Laminarina es un polisacárido β-glucano de almacenamiento, principalmente presente en algas pardas (Phaeophyceae), que sirve como reserva energética clave junto con fucoidano y alginato. Su variabilidad estructural influye en la solubilidad y bioactividad.
Estructura molecular
La laminarina presenta una cadena principal lineal de unidades β-(1→3)-D-glucopiranosa con ramificaciones de glucosa unidas por β-(1→6) cada 3–4 residuos (grado de ramificación 3–30 %), lo que resulta en pesos moleculares de aproximadamente 2–40 kDa (grado de polimerización ~15–200) dependiendo de la especie y condiciones de crecimiento. Existen dos variantes: tipo G (terminada en glucosa) y tipo M (terminada en manitol en el extremo reductor). En algunas diatomeas, hay ésteres de sulfato o fosfato; la espectroscopia de RMN identifica protones anoméricos en δ 4,5–5,2 ppm correspondientes a enlaces β-1,3/1,6.
Biosíntesis y extracción
La laminarina se sintetiza mediante β-1,3-glucano sintasa en vacuolas o plastidios de algas pardas como Laminaria y Saccharina, y en diatomeas como Phaeodactylum tricornutum. La acumulación alcanza su máximo bajo limitación de nutrientes, con rendimientos reportados hasta el 32 % de la biomasa seca. La extracción suele involucrar agua caliente o extracción ácida (p. ej., ~80 °C a pH ~2), seguida de precipitación con etanol y purificación. La tinción con azul de anilina se usa a menudo para visualizar las fracciones de β-glucano.
Propiedades
La laminarina exhibe alta solubilidad en agua (el tipo M generalmente más soluble que el tipo G), baja viscosidad y estabilidad térmica. Puede formar geles mediante conformaciones de triple hélice similares a otros β-glucanos como el esquizofilano. Es biodegradable mediante β-glucanasas y muestra actividades biológicas que incluyen estimulación inmunológica por unión al receptor Dectin-1, capacidad antioxidante y comportamiento reológico no newtoniano en solución.

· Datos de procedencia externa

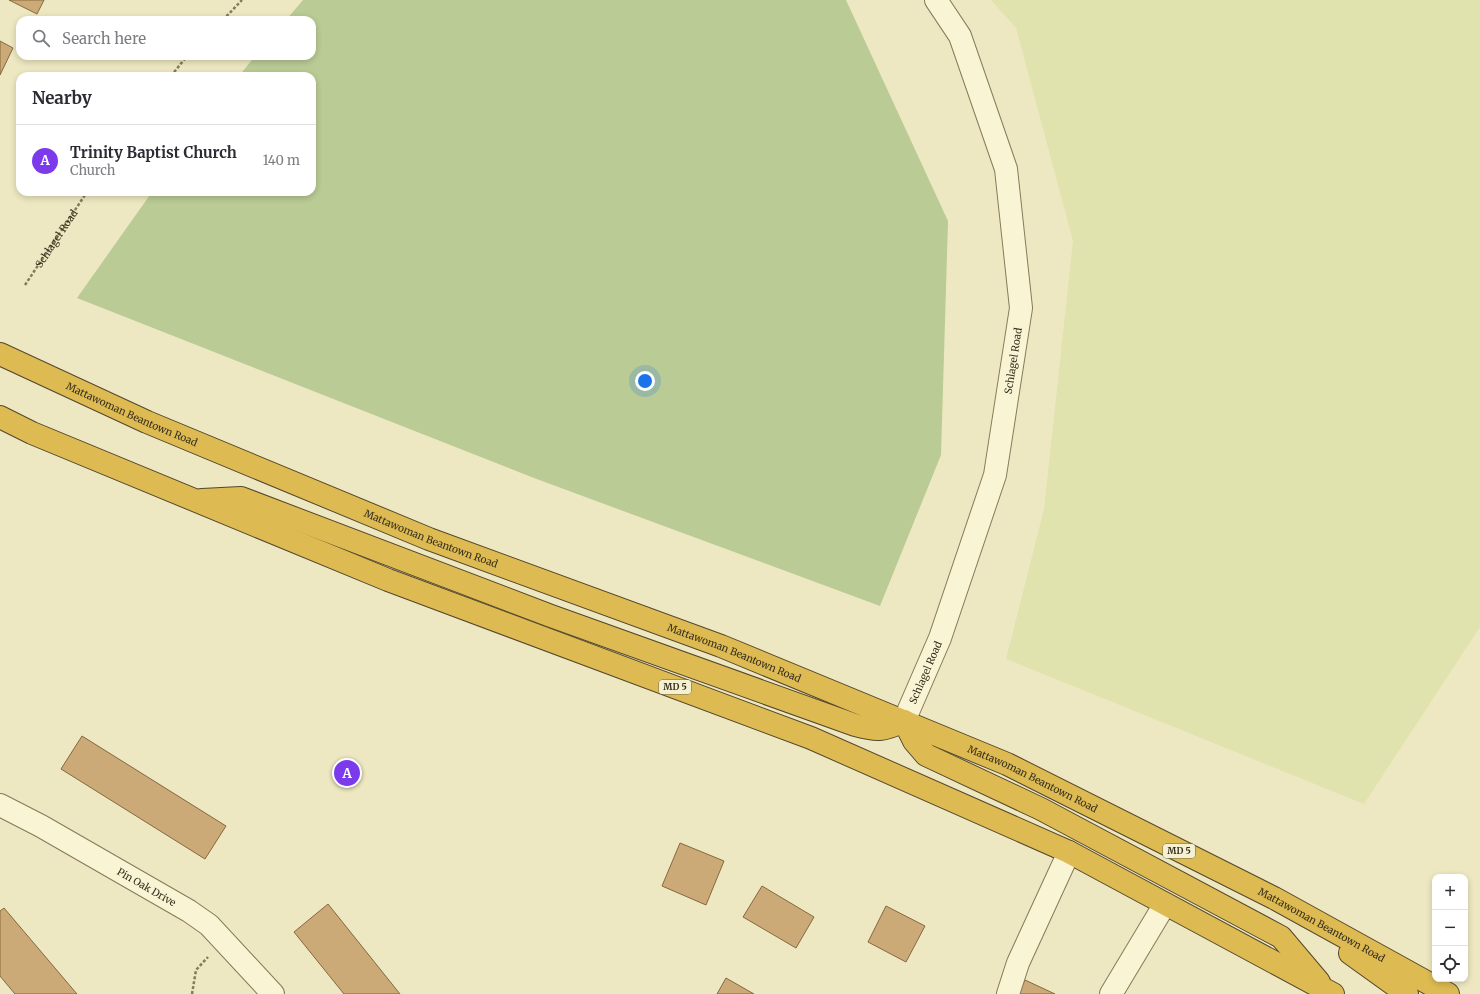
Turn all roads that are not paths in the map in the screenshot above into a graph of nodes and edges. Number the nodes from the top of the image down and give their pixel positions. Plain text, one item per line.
1 (936, 0) edge
2 (0, 354) edge
3 (0, 417) edge
4 (196, 501) junction
5 (904, 722) junction
6 (0, 805) edge
7 (1068, 852) junction
8 (1274, 898) junction
9 (1165, 904) junction
10 (1329, 992) edge
11 (273, 994) edge
12 (1008, 994) edge
13 (1111, 994) edge
14 (1407, 994) edge
15 (1448, 994) edge

1 - 5 street, Schlagel Road
2 - 5 highway, Mattawoman Beantown Road / MD 5
3 - 4 highway, MD 5
4 - 5 highway
4 - 7 highway, MD 5
5 - 8 highway, Mattawoman Beantown Road / MD 5
5 - 10 highway
6 - 11 street, Pin Oak Drive
7 - 9 highway, MD 5
7 - 12 street
8 - 14 highway
8 - 15 highway, Mattawoman Beantown Road / MD 5
9 - 10 highway, MD 5
9 - 13 street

Aplicaciones biomédicas e industriales
En contextos biomédicos, la laminarina actúa como modificador de respuesta biológica, activando macrófagos y células asesinas naturales con efectos antitumorales y antivirales potenciales. También se usa en apósitos para cicatrización de heridas, y sus propiedades prebióticas apoyan la modulación de la microbiota intestinal. Industrialmente, se emplea como biopesticida, precursor para producción de biocombustibles y crioprotector. Los derivados funcionalizados de laminarina se investigan para hidrogeles y sistemas de liberación de fármacos.